Assigned task: What is needed is a faithful copy of all the records.
--- Data Enclosed Below ---
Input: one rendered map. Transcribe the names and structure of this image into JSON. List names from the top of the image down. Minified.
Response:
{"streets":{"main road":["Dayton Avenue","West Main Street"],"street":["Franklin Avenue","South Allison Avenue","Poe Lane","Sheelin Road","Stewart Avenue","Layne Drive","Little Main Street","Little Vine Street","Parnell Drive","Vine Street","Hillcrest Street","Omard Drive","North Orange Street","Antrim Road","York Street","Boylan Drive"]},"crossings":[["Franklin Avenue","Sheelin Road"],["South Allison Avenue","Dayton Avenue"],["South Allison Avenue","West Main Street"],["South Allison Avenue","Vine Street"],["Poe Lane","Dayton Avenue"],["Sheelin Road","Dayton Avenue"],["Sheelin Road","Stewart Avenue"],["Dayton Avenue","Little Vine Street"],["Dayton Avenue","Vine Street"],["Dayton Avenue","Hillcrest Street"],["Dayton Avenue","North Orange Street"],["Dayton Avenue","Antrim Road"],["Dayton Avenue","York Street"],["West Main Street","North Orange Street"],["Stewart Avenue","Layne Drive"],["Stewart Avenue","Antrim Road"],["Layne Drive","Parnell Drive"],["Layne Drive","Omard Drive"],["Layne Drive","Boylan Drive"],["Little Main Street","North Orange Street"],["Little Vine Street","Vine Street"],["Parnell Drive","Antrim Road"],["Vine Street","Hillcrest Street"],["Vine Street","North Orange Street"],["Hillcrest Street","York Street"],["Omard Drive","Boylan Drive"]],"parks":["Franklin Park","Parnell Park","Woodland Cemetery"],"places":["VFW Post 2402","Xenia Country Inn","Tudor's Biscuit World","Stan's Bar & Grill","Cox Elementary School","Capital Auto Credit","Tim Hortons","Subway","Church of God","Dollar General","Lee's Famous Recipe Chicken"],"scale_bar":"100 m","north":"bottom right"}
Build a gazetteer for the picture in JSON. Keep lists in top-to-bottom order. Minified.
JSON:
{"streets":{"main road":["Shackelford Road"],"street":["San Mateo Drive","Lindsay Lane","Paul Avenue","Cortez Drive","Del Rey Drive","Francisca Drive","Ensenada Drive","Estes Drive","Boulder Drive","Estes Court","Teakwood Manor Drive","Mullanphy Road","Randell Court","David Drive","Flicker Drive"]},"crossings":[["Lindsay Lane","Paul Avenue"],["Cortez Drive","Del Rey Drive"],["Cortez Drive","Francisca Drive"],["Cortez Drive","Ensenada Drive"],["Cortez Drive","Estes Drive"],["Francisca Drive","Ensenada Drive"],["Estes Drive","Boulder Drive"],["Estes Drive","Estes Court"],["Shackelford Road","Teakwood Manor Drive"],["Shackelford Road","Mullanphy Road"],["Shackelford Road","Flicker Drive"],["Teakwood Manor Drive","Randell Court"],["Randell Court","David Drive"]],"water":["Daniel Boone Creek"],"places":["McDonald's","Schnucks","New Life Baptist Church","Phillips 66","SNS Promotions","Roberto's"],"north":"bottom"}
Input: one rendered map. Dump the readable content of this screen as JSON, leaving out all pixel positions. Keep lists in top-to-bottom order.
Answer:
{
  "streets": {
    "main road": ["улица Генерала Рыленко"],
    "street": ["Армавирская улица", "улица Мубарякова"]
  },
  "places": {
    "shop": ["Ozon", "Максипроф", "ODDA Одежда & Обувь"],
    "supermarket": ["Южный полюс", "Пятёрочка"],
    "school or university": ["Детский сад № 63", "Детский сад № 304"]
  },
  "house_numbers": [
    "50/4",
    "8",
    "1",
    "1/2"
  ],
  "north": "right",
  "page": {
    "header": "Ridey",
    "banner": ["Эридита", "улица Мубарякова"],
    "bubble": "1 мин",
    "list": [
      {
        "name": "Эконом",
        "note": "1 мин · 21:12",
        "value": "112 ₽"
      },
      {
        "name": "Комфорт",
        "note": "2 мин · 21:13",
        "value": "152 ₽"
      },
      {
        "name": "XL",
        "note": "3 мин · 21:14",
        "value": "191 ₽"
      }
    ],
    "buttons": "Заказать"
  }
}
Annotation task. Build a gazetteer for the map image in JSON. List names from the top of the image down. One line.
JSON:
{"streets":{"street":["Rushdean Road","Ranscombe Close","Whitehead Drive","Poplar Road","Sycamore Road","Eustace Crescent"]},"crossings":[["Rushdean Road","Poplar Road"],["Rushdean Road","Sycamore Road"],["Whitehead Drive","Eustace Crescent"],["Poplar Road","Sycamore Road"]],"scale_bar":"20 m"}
--- End of Enclosed Data ---
Problem solution:
Input: one rendered map. Transcribe the names and structure of this image into JSON. List names from the top of the image down. Minified.
Response:
{"streets":{"main road":["Dayton Avenue","West Main Street"],"street":["Franklin Avenue","South Allison Avenue","Poe Lane","Sheelin Road","Stewart Avenue","Layne Drive","Little Main Street","Little Vine Street","Parnell Drive","Vine Street","Hillcrest Street","Omard Drive","North Orange Street","Antrim Road","York Street","Boylan Drive"]},"crossings":[["Franklin Avenue","Sheelin Road"],["South Allison Avenue","Dayton Avenue"],["South Allison Avenue","West Main Street"],["South Allison Avenue","Vine Street"],["Poe Lane","Dayton Avenue"],["Sheelin Road","Dayton Avenue"],["Sheelin Road","Stewart Avenue"],["Dayton Avenue","Little Vine Street"],["Dayton Avenue","Vine Street"],["Dayton Avenue","Hillcrest Street"],["Dayton Avenue","North Orange Street"],["Dayton Avenue","Antrim Road"],["Dayton Avenue","York Street"],["West Main Street","North Orange Street"],["Stewart Avenue","Layne Drive"],["Stewart Avenue","Antrim Road"],["Layne Drive","Parnell Drive"],["Layne Drive","Omard Drive"],["Layne Drive","Boylan Drive"],["Little Main Street","North Orange Street"],["Little Vine Street","Vine Street"],["Parnell Drive","Antrim Road"],["Vine Street","Hillcrest Street"],["Vine Street","North Orange Street"],["Hillcrest Street","York Street"],["Omard Drive","Boylan Drive"]],"parks":["Franklin Park","Parnell Park","Woodland Cemetery"],"places":["VFW Post 2402","Xenia Country Inn","Tudor's Biscuit World","Stan's Bar & Grill","Cox Elementary School","Capital Auto Credit","Tim Hortons","Subway","Church of God","Dollar General","Lee's Famous Recipe Chicken"],"scale_bar":"100 m","north":"bottom right"}
Build a gazetteer for the picture in JSON. Keep lists in top-to-bottom order. Minified.
JSON:
{"streets":{"main road":["Shackelford Road"],"street":["San Mateo Drive","Lindsay Lane","Paul Avenue","Cortez Drive","Del Rey Drive","Francisca Drive","Ensenada Drive","Estes Drive","Boulder Drive","Estes Court","Teakwood Manor Drive","Mullanphy Road","Randell Court","David Drive","Flicker Drive"]},"crossings":[["Lindsay Lane","Paul Avenue"],["Cortez Drive","Del Rey Drive"],["Cortez Drive","Francisca Drive"],["Cortez Drive","Ensenada Drive"],["Cortez Drive","Estes Drive"],["Francisca Drive","Ensenada Drive"],["Estes Drive","Boulder Drive"],["Estes Drive","Estes Court"],["Shackelford Road","Teakwood Manor Drive"],["Shackelford Road","Mullanphy Road"],["Shackelford Road","Flicker Drive"],["Teakwood Manor Drive","Randell Court"],["Randell Court","David Drive"]],"water":["Daniel Boone Creek"],"places":["McDonald's","Schnucks","New Life Baptist Church","Phillips 66","SNS Promotions","Roberto's"],"north":"bottom"}
Input: one rendered map. Dump the readable content of this screen as JSON, leaving out all pixel positions. Keep lists in top-to-bottom order.
Answer:
{
  "streets": {
    "main road": ["улица Генерала Рыленко"],
    "street": ["Армавирская улица", "улица Мубарякова"]
  },
  "places": {
    "shop": ["Ozon", "Максипроф", "ODDA Одежда & Обувь"],
    "supermarket": ["Южный полюс", "Пятёрочка"],
    "school or university": ["Детский сад № 63", "Детский сад № 304"]
  },
  "house_numbers": [
    "50/4",
    "8",
    "1",
    "1/2"
  ],
  "north": "right",
  "page": {
    "header": "Ridey",
    "banner": ["Эридита", "улица Мубарякова"],
    "bubble": "1 мин",
    "list": [
      {
        "name": "Эконом",
        "note": "1 мин · 21:12",
        "value": "112 ₽"
      },
      {
        "name": "Комфорт",
        "note": "2 мин · 21:13",
        "value": "152 ₽"
      },
      {
        "name": "XL",
        "note": "3 мин · 21:14",
        "value": "191 ₽"
      }
    ],
    "buttons": "Заказать"
  }
}
Annotation task. Build a gazetteer for the map image in JSON. List names from the top of the image down. One line.
JSON:
{"streets":{"street":["Rushdean Road","Ranscombe Close","Whitehead Drive","Poplar Road","Sycamore Road","Eustace Crescent"]},"crossings":[["Rushdean Road","Poplar Road"],["Rushdean Road","Sycamore Road"],["Whitehead Drive","Eustace Crescent"],["Poplar Road","Sycamore Road"]],"scale_bar":"20 m"}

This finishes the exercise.